Founded in 2001 by Rosemary Speirs, Donna Dasko, Libby Burnham and Christina McCall. Equal Voice is a national, bilingual, multi-partisan, non-governmental, non-profit organization that promotes the election of more women to all levels of Canadian politics. Through public awareness campaigns, campaign schools, research, election tracking, and lobbying political parties, Equal Voice seeks to increase the numbers of women elected to public office federally, provincially and municipally.

==Electing women in Canada: challenges and strategies==
In order to ensure that more women are elected in Canada, it is critical that Canada’s political parties adopt action plans to break down barriers for women in politics. Equal Voice encourages the Liberal Party of Canada, the Conservative Party of Canada, the New Democratic Party, the Bloc Québécois and the Green Party of Canada, to be proactive in their recruitment and support of women candidates.
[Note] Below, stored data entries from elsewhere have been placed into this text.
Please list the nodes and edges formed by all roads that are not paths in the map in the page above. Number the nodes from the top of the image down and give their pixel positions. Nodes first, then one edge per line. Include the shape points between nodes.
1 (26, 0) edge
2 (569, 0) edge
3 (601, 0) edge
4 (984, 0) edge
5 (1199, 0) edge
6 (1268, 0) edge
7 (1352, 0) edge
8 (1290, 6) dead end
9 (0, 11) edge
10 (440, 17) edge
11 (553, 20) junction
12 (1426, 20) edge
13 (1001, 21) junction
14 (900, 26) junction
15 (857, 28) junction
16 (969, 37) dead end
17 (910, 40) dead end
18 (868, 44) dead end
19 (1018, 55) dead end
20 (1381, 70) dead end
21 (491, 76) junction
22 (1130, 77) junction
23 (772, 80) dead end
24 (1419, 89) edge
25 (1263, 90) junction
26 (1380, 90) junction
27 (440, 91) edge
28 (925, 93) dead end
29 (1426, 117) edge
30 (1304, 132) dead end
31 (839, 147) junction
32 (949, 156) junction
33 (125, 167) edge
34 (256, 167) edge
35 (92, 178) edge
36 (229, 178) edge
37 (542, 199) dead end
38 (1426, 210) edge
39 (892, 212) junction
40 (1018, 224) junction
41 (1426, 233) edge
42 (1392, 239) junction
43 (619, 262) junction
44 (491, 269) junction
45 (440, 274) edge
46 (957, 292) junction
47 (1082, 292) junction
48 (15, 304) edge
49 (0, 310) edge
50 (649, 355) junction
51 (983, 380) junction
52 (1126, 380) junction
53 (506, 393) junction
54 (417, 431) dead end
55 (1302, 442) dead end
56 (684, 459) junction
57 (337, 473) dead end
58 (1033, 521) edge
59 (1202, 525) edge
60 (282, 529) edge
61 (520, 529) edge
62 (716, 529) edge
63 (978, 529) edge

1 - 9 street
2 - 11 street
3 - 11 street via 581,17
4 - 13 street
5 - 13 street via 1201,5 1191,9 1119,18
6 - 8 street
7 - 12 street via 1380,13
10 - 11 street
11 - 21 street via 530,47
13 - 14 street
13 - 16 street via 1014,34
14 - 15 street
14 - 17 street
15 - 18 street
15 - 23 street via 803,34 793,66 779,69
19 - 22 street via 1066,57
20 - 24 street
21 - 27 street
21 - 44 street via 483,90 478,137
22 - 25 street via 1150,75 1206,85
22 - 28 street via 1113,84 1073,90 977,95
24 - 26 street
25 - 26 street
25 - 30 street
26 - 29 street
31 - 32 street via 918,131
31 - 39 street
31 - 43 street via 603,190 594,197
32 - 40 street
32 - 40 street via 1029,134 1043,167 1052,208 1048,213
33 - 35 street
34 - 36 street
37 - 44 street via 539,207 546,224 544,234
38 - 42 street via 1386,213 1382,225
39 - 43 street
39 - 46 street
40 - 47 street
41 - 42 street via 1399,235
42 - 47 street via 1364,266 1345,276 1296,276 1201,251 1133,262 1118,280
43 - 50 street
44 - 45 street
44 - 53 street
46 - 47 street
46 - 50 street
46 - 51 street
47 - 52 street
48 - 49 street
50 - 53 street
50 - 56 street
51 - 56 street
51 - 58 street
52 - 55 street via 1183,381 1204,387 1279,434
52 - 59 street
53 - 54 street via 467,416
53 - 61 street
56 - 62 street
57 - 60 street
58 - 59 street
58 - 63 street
Equal Voice promotes the election of more women by:

- Working with all political parties to increase the nominations of women candidates;
- Promoting electoral and other changes that would increase the numbers of women in politics;
- Conducting outreach with young women to inspire and engage them in politics as a future career choice;
- Encouraging women to run for office;
- Research and election tracking;
- Raising awareness about the impact of women's under-representation;
- Celebrating women in politics; and
- Hosting events across Canada, including campaign schools and other events aimed to equip and support women in politics.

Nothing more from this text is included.